<<<<

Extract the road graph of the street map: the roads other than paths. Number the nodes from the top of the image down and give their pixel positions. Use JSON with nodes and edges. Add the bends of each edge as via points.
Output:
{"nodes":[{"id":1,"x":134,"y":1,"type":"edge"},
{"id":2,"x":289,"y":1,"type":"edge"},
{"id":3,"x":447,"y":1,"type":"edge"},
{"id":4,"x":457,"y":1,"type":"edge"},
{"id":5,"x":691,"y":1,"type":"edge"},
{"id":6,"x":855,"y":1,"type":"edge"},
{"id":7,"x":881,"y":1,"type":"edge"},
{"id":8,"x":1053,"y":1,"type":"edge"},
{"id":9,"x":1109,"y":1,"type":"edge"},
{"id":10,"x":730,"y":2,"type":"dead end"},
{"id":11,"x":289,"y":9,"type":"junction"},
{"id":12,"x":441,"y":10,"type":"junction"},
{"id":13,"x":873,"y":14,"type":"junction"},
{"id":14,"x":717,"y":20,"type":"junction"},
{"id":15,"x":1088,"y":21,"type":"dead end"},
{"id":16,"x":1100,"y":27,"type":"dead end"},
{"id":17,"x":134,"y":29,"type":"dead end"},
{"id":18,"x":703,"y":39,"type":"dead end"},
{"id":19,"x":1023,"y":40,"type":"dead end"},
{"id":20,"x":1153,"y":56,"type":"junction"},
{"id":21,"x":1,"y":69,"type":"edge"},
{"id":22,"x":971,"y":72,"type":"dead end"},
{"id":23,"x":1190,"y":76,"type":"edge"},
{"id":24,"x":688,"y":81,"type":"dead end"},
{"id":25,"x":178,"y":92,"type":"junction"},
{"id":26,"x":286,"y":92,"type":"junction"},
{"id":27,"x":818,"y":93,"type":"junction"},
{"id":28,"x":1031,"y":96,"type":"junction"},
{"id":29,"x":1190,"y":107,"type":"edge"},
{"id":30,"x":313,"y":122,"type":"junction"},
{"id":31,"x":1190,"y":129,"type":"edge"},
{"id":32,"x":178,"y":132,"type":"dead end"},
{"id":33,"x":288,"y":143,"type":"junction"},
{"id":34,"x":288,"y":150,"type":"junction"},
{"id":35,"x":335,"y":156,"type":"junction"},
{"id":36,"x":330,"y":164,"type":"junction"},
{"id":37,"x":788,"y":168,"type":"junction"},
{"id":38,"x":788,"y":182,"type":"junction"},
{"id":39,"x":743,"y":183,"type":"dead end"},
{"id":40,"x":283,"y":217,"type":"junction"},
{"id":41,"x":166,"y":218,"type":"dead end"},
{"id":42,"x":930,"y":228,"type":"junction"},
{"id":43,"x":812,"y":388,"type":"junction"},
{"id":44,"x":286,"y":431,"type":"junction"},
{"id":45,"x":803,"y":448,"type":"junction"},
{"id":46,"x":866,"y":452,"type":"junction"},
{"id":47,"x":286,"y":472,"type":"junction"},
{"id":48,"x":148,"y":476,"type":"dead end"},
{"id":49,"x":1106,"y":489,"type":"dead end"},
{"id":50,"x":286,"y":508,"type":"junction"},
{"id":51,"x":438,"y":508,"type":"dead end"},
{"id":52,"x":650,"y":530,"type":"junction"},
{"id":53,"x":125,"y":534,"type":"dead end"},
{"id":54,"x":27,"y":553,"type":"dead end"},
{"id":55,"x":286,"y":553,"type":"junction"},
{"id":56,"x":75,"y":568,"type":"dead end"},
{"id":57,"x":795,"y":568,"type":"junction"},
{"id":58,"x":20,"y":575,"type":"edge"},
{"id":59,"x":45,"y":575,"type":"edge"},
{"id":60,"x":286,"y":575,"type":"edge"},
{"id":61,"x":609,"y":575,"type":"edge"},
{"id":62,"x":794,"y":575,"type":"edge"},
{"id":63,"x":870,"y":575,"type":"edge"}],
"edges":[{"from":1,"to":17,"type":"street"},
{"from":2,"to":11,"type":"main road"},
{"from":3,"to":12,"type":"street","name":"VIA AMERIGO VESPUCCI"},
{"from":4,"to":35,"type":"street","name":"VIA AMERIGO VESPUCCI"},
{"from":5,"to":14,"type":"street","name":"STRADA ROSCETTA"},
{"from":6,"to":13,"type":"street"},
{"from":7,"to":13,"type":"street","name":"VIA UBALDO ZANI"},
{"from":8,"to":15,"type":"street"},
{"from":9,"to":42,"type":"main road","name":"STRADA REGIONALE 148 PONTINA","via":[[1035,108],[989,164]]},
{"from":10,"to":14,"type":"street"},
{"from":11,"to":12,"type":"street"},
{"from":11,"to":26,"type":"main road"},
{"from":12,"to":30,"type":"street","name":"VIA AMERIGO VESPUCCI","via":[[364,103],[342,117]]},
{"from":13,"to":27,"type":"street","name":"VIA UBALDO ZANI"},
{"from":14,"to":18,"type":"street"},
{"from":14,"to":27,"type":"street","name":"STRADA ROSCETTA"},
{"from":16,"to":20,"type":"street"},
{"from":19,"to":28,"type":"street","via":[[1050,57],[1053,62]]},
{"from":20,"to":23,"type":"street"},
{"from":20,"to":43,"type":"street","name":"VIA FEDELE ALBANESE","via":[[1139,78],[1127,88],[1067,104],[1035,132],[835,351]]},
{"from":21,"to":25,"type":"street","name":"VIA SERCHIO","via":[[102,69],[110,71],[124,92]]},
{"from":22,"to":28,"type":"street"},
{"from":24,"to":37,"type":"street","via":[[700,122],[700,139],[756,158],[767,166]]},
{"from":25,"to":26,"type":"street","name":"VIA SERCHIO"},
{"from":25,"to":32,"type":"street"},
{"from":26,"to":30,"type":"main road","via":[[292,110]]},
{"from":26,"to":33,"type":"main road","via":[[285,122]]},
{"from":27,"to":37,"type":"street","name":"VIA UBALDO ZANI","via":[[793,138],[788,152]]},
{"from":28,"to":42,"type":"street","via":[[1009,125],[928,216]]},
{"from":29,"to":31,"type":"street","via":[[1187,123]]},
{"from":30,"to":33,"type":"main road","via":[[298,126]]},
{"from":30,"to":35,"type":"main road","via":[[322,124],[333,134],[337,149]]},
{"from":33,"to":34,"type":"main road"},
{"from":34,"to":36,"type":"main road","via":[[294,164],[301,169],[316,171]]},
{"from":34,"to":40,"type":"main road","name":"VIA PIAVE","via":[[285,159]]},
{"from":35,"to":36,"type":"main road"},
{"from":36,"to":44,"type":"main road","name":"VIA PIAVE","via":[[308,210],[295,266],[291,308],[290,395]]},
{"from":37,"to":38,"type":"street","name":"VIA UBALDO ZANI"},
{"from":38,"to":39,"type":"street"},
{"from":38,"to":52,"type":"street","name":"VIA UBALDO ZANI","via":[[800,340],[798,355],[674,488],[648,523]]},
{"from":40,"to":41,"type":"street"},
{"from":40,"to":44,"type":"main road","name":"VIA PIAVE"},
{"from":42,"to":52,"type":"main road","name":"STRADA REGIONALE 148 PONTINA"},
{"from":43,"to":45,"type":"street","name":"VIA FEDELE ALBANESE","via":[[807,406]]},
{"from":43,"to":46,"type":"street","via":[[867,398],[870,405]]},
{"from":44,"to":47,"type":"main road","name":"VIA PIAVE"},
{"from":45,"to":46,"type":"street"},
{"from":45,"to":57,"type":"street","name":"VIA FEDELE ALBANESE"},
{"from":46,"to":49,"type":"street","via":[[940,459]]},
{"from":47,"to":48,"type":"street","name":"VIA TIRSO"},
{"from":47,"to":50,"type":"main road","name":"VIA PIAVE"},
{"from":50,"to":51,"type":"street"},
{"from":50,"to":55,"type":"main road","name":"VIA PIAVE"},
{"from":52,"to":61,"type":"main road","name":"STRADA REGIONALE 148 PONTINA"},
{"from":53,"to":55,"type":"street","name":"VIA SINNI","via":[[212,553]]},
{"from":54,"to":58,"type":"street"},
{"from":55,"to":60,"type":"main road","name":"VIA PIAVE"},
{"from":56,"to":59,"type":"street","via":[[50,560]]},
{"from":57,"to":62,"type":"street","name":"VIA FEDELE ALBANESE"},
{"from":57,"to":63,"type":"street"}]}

>>>>

WHAT TO WORK ON: In the records above, find every line containing the word "FEDELE" and show it.

WRITTEN SOLUTION:
{"from":20,"to":43,"type":"street","name":"VIA FEDELE ALBANESE","via":[[1139,78],[1127,88],[1067,104],[1035,132],[835,351]]},
{"from":43,"to":45,"type":"street","name":"VIA FEDELE ALBANESE","via":[[807,406]]},
{"from":45,"to":57,"type":"street","name":"VIA FEDELE ALBANESE"},
{"from":57,"to":62,"type":"street","name":"VIA FEDELE ALBANESE"},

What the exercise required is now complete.